Le repeat order sourit au e-commerçant.
Quels moyens le e-commerçant doit-il déployer pour attirer cette prochaine commande du consonaute ? Un certain nombre de techniques, d’analyses, ou d’outils permettent ou facilitent cette prochaine commande, et la limite de la technologie dans ce domaine ne pourra certainement être que l’imagination.  Mais il n’y a, nul besoin d’investir des milles et des cents dans des technologies, comme en témoignent ici aussi les résultats de l’étude Médiamétrie/Netratings pour Webloyalty. En effet, les 3 premiers facteurs générant un réachat sont dans l’ordre : le prix (63% de citation), l’expérience utilisateur ex aequo avec la profondeur de gamme (51%).  Les outils de type « programme » sont en revanche jusqu’à 3 fois moins convaincant auprès des internautes ayant ré-acheté ou qui sont susceptibles de ré-acheter.

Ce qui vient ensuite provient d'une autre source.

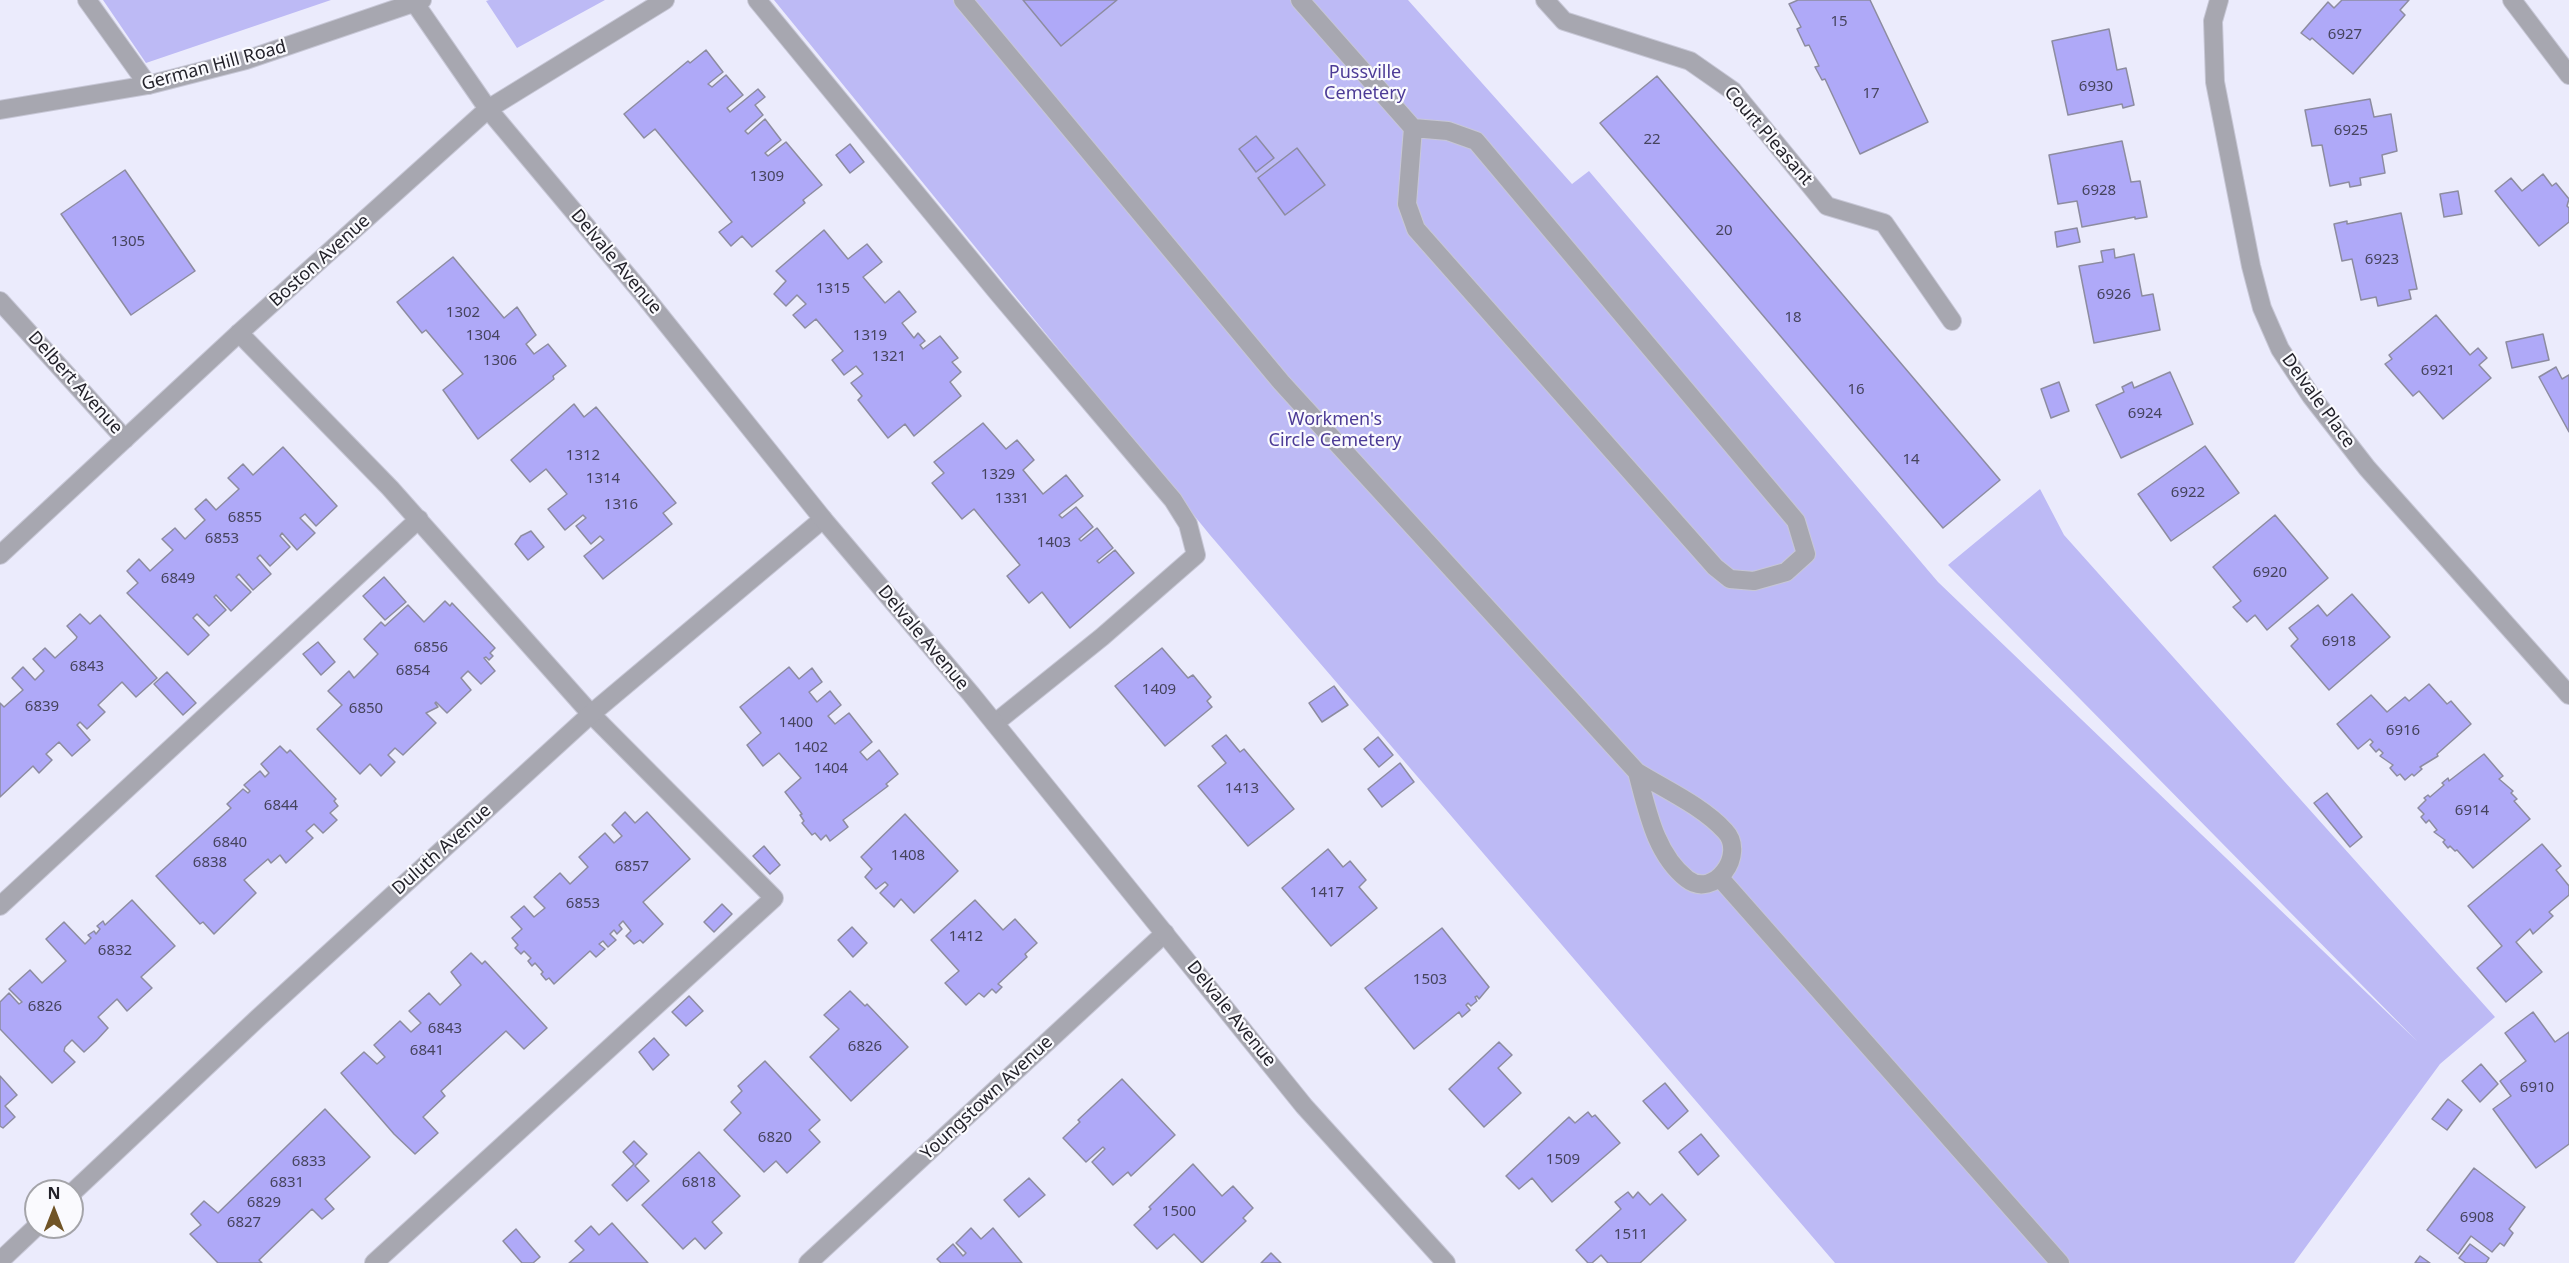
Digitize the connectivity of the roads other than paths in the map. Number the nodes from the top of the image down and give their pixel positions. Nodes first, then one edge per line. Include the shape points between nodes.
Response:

Un e-commerçant, s’il veut fidéliser, doit donc faire son métier de distributeur, en travaillant, comme pour la conquête, sur le prix, et pourquoi pas en proposant une offre promotionnelle sur le prochain achat, ce qu’il a en théorie les moyens de faire, la prochaine commande étant plus rentable que la précédente.
Avec plus de 65% des transactions enregistrées par un site de e-commerce en 6 mois qui sont des réachats, et une économie d’échelle sur la commande marginale, il est clair que la bataille du « prochain achat » doit être menée par les e-commerçants. Elle doit être menée conjointement à celle de la conversion, dont les niveaux très faibles contribuent eux aussi à l’envolée des coûts d’acquisition.

Acquisition ou fidélisation, toute la complexité pour le e-commerçant réside dans le fait de ne pas choisir l’une au dépens de l’autre, mais de bien d’imbriquer la seconde à la première pour faire évoluer son modèle économique afin d’atteindre une meilleure profitabilité.